L’organisation de l’apprentissage sur le lieu de travail relève du dialogue social (Chronique de Jean-Marie Luttringer)

12 mars
2015

« La formation interne à l’entreprise est en principe dispensée dans des locaux distincts des lieux de production, c’est-à-dire en dehors des postes de travail habituels des salariés », dit le Code du travail tout en prévoyant tout de même quelques dérogations à cette règle. Si formation et activité salariée se retrouvent donc à ce point compartimentés, quid des apprentissages – informels – sur le lieu de travail (AST) et de leur définition réglementaire à l’heure où la réforme substitue une vision de la formation perçue comme un parcours à un système préexistant né dans les années 1970 et fortement marqué par le taylorisme ? Pour le consultant en droit social Jean-Marie Luttringer, cette nécessaire articulation entre système productif et formation dans l’entreprise doit devenir un objet de la négociation collective de branche et d’entreprise.

L’apprentissage sur le lieu de travail exempt de "consistance juridique"

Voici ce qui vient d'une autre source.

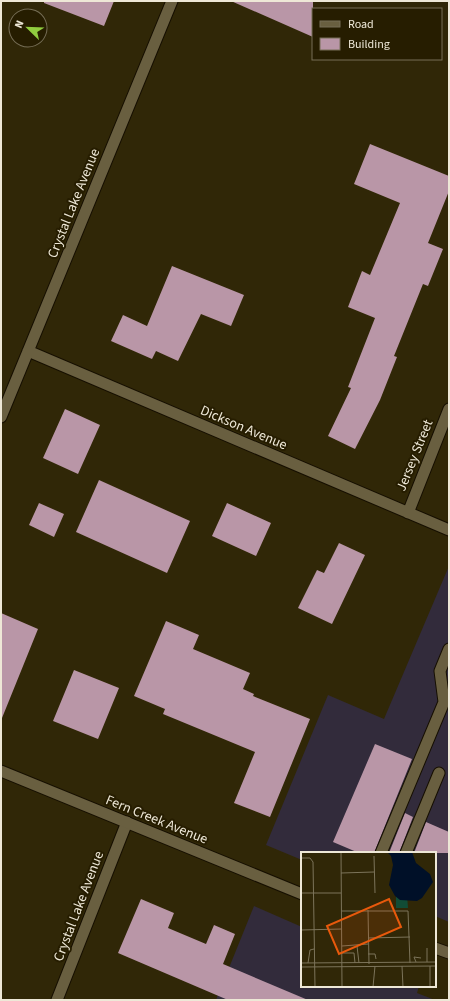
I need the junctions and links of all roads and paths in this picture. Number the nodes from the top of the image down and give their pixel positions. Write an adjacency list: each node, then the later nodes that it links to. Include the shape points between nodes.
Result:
1 (172, 1): 2 (street, Crystal Lake Avenue)
2 (28, 351): 4 (street, Crystal Lake Avenue); 5 (street, Dickson Avenue)
3 (449, 409): 5 (street, Jersey Street)
4 (1, 417)
5 (408, 513): 6 (street, Dickson Avenue)
6 (449, 530)
7 (449, 649): 8 (street, via 440,671)
8 (446, 704): 12 (street)
9 (1, 771): 11 (street, Fern Creek Avenue)
10 (439, 773): 13 (street)
11 (127, 822): 14 (street, Fern Creek Avenue); 17 (street, Crystal Lake Avenue)
12 (381, 852)
13 (406, 852)
14 (301, 894)
15 (436, 948): 16 (street)
16 (449, 954)
17 (57, 1000)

Selon lui, en matière d’apprentissage sur le lieu de travail, deux règles de droit se télescopent désormais : celles nées de la loi de 1971 (le système de formation est calqué sur le modèle du "stage", séparant strictement l’activité de formation du travail productif) et, plus récemment, celles issues de la réforme du 5 mars 2014 davantage concentrées sur la notion de parcours individuel du salarié. Une notion « qui a vocation, au moins dans l’entreprise, à se substituer progressivement à celle de stage et d’actions de formation pour désigner les processus de professionnalisation qui s’appuient sur la formation informelle et l’apprentissage en situation de travail », note Jean-Marie Luttringer, regrettant cependant que l’absence de « consistance juridique » de ce concept de parcours fasse que « cette notion demeure en effet encore largement sociologique et incantatoire ».

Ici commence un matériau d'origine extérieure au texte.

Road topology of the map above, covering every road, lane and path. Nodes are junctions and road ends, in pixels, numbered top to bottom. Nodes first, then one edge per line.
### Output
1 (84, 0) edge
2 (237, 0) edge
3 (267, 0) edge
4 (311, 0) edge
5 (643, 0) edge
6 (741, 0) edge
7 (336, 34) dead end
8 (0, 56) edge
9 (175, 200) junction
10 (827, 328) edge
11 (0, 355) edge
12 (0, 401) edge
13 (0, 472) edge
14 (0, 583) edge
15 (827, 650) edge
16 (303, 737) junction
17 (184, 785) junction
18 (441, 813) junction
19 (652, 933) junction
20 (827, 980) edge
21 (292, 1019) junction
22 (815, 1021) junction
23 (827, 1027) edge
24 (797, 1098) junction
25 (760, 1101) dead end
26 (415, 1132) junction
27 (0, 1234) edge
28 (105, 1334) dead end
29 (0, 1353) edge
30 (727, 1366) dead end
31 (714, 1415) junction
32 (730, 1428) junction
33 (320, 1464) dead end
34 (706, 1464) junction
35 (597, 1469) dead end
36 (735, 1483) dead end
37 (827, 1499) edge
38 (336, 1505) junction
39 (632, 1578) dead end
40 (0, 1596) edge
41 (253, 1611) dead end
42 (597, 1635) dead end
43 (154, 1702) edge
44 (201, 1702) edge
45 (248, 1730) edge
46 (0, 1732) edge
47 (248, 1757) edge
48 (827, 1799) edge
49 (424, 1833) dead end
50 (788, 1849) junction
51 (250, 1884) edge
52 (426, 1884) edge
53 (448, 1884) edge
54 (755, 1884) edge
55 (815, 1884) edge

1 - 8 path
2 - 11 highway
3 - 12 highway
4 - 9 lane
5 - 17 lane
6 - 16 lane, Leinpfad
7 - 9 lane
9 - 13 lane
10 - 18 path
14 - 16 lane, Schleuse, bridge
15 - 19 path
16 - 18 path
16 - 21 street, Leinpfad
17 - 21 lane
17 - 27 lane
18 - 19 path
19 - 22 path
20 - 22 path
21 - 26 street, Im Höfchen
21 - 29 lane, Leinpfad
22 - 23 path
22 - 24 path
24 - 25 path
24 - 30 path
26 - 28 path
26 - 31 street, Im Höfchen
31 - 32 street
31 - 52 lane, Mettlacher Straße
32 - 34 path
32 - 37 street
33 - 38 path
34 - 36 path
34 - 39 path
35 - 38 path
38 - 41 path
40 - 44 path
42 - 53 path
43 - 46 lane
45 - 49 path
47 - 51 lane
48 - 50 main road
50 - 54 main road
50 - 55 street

Organiser l’AST : le rôle du dialogue social

Aujourd’hui, cependant, le modèle "1971" tend à perdre du terrain. Bouleversements économiques aidant, « la formation n’est plus un objectif en soi, mais un moyen au service de l’emploi, qui lui-même suppose la professionnalisation, le développement des compétences et la qualification des salariés », annonce le juriste. Or, si tel est le cas pour le salarié, ce n’est pas nécessairement celui de l’entreprise puisque les démarches de professionnalisation ou de développement des compétences de type AST qu’elle instaure en interne n’ont pas pour autant de définition juridique.

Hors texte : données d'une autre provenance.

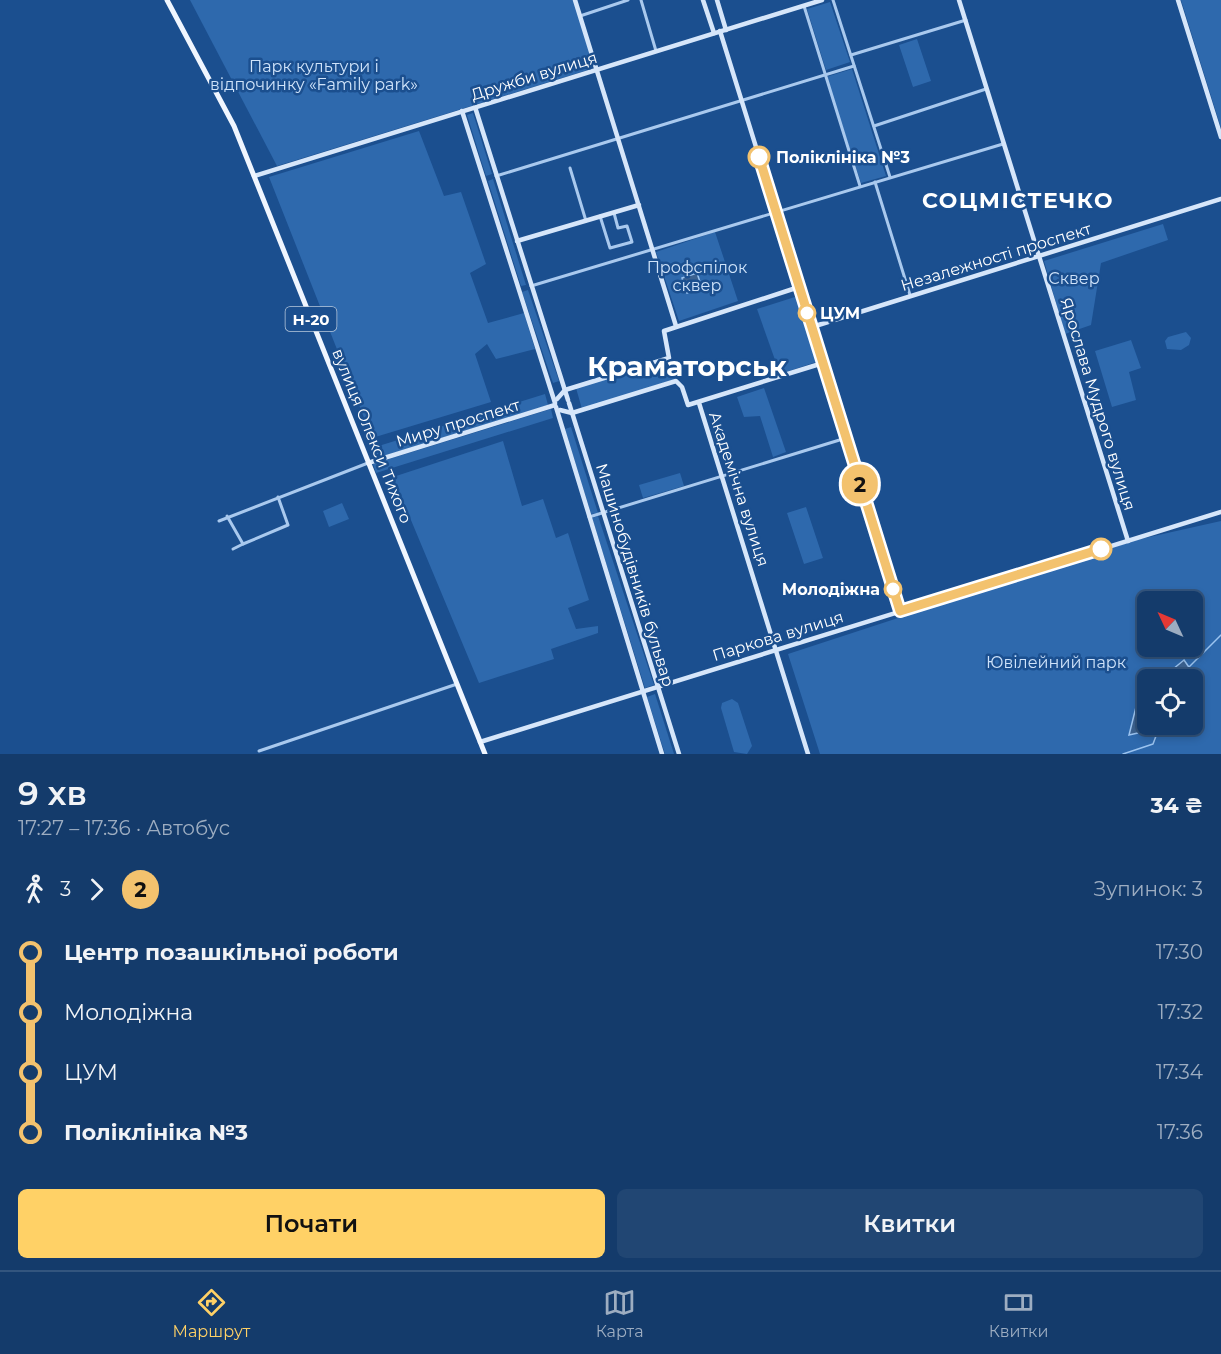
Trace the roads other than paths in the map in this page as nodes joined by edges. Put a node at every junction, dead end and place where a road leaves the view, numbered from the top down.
1 (167, 0) edge
2 (575, 0) edge
3 (628, 0) edge
4 (641, 0) edge
5 (704, 0) edge
6 (717, 0) edge
7 (820, 0) edge
8 (833, 0) edge
9 (959, 0) edge
10 (1178, 0) edge
11 (804, 6) junction
12 (580, 16) junction
13 (966, 20) junction
14 (726, 30) junction
15 (720, 32) junction
16 (714, 33) junction
17 (656, 51) junction
18 (851, 55) junction
19 (854, 66) junction
20 (596, 70) junction
21 (825, 75) junction
22 (988, 88) junction
23 (741, 101) junction
24 (475, 107) junction
25 (462, 111) junction
26 (874, 126) junction
27 (1221, 137) edge
28 (619, 138) junction
29 (1005, 143) junction
30 (570, 168) dead end
31 (254, 176) junction
32 (496, 176) junction
33 (890, 177) junction
34 (875, 182) junction
35 (860, 186) junction
36 (1221, 199) edge
37 (639, 205) junction
38 (776, 211) junction
39 (613, 212) junction
40 (600, 216) junction
41 (586, 221) junction
42 (517, 241) junction
43 (652, 249) junction
44 (1040, 256) junction
45 (531, 286) junction
46 (799, 288) junction
47 (910, 295) junction
48 (676, 326) junction
49 (812, 327) junction
50 (823, 363) junction
51 (565, 390) junction
52 (569, 401) junction
53 (699, 403) junction
54 (556, 405) junction
55 (572, 413) junction
56 (846, 438) junction
57 (369, 463) junction
58 (722, 477) junction
59 (278, 497) junction
60 (1221, 512) edge
61 (603, 513) junction
62 (227, 516) junction
63 (589, 517) junction
64 (219, 521) dead end
65 (1128, 541) junction
66 (243, 544) junction
67 (233, 549) dead end
68 (900, 611) junction
69 (776, 649) junction
70 (457, 684) junction
71 (658, 687) junction
72 (643, 692) junction
73 (480, 742) junction
74 (259, 752) dead end
75 (485, 754) edge
76 (662, 754) edge
77 (679, 754) edge
78 (808, 754) edge

1 - 31 main road, вулиця Олекси Тихого / Н-20
2 - 12 street
3 - 12 street
4 - 17 street
5 - 16 street
6 - 14 street
7 - 11 street, Дружби вулиця
8 - 18 street
9 - 13 street, Ярослава Мудрого вулиця
10 - 27 street
11 - 14 street, Дружби вулиця
11 - 21 street
12 - 20 street
13 - 18 street
13 - 22 street, Ярослава Мудрого вулиця
14 - 15 street, Дружби вулиця
15 - 16 street, Дружби вулиця
15 - 23 street
16 - 17 street, Дружби вулиця
17 - 20 street, Дружби вулиця
18 - 19 street
19 - 21 street
19 - 26 street
20 - 24 street, Дружби вулиця
20 - 28 street
21 - 23 street
21 - 35 street
22 - 26 street
22 - 29 street, Ярослава Мудрого вулиця
23 - 28 street
23 - 38 street
24 - 25 street, Дружби вулиця
24 - 32 street, Машинобудівників бульвар
25 - 31 street, Дружби вулиця
25 - 54 street, Машинобудівників бульвар
26 - 33 street
28 - 32 street
28 - 37 street
29 - 33 street
29 - 44 street, Ярослава Мудрого вулиця
30 - 41 street
31 - 57 main road, вулиця Олекси Тихого / Н-20
32 - 42 street, Машинобудівників бульвар
33 - 34 street
34 - 35 street
34 - 47 street
35 - 38 street
36 - 44 street, Незалежності проспект
37 - 39 street
37 - 43 street
38 - 43 street
38 - 46 street
39 - 40 street
39 - 40 street
40 - 41 street
41 - 42 street
42 - 45 street, Машинобудівників бульвар
43 - 45 street
43 - 48 street
44 - 47 street, Незалежності проспект
44 - 65 street, Ярослава Мудрого вулиця
45 - 51 street, Машинобудівників бульвар
46 - 48 street
46 - 49 street
47 - 49 street, Незалежності проспект
48 - 51 street, Миру проспект
49 - 50 street
50 - 53 street
50 - 56 street
51 - 52 street, Машинобудівників бульвар
51 - 54 street, Миру проспект
52 - 54 street
52 - 54 street
52 - 55 street, Машинобудівників бульвар
53 - 55 street
53 - 58 street, Академічна вулиця
54 - 55 street
54 - 57 street, Миру проспект
54 - 63 street, Машинобудівників бульвар
55 - 61 street, Машинобудівників бульвар
56 - 58 street
56 - 68 street
57 - 59 street
57 - 70 main road, вулиця Олекси Тихого / Н-20
58 - 61 street
58 - 69 street, Академічна вулиця
59 - 62 street
59 - 66 street
60 - 65 street, Паркова вулиця
61 - 63 street
61 - 71 street, Машинобудівників бульвар
62 - 64 street
62 - 66 street
63 - 72 street, Машинобудівників бульвар
65 - 68 street, Паркова вулиця
66 - 67 street
68 - 69 street, Паркова вулиця
69 - 71 street, Паркова вулиця
69 - 78 street, Академічна вулиця
70 - 73 main road, вулиця Олекси Тихого / Н-20
70 - 74 street
71 - 72 street, Паркова вулиця
71 - 77 street, Машинобудівників бульвар
72 - 73 street, Паркова вулиця
72 - 76 street, Машинобудівників бульвар
73 - 75 main road, вулиця Олекси Тихого / Н-20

Comment alors, permettre de valoriser ces actions ? Pour Jean-Marie Luttringer, c’est au dialogue social, au travers des négociations d’entreprise ou de branche, de déterminer les espaces dans lesquels peut s’épanouir cette formation sur le lieu de travail. « Certaines [entreprises] seront prédatrices (…), d’autres seront formatrices parce qu’il y va de leur intérêt, et dans ce cas l’apprentissage en situation de travail et diverses modalités de formation informelle pourront utilement être mobilisés. Les garanties collectives qui doivent être apportées au salarié dans ces diverses situations relèvent nécessairement de la négociation collective de branche et d’entreprise qui offre un droit suffisamment flexible pour permettre le meilleur agencement entre système productif et système de formation en fonction du type d’organisation du travail en vigueur dans l’entreprise », juge le consultant. Sans, pour autant, que ces apprentissages informels ne viennent entrer en concurrence avec le plan de formation "formel" des entreprises.

Benjamin d’Alguerre
Article paru dans Le Quotidien de la Formation du 18 février 2015.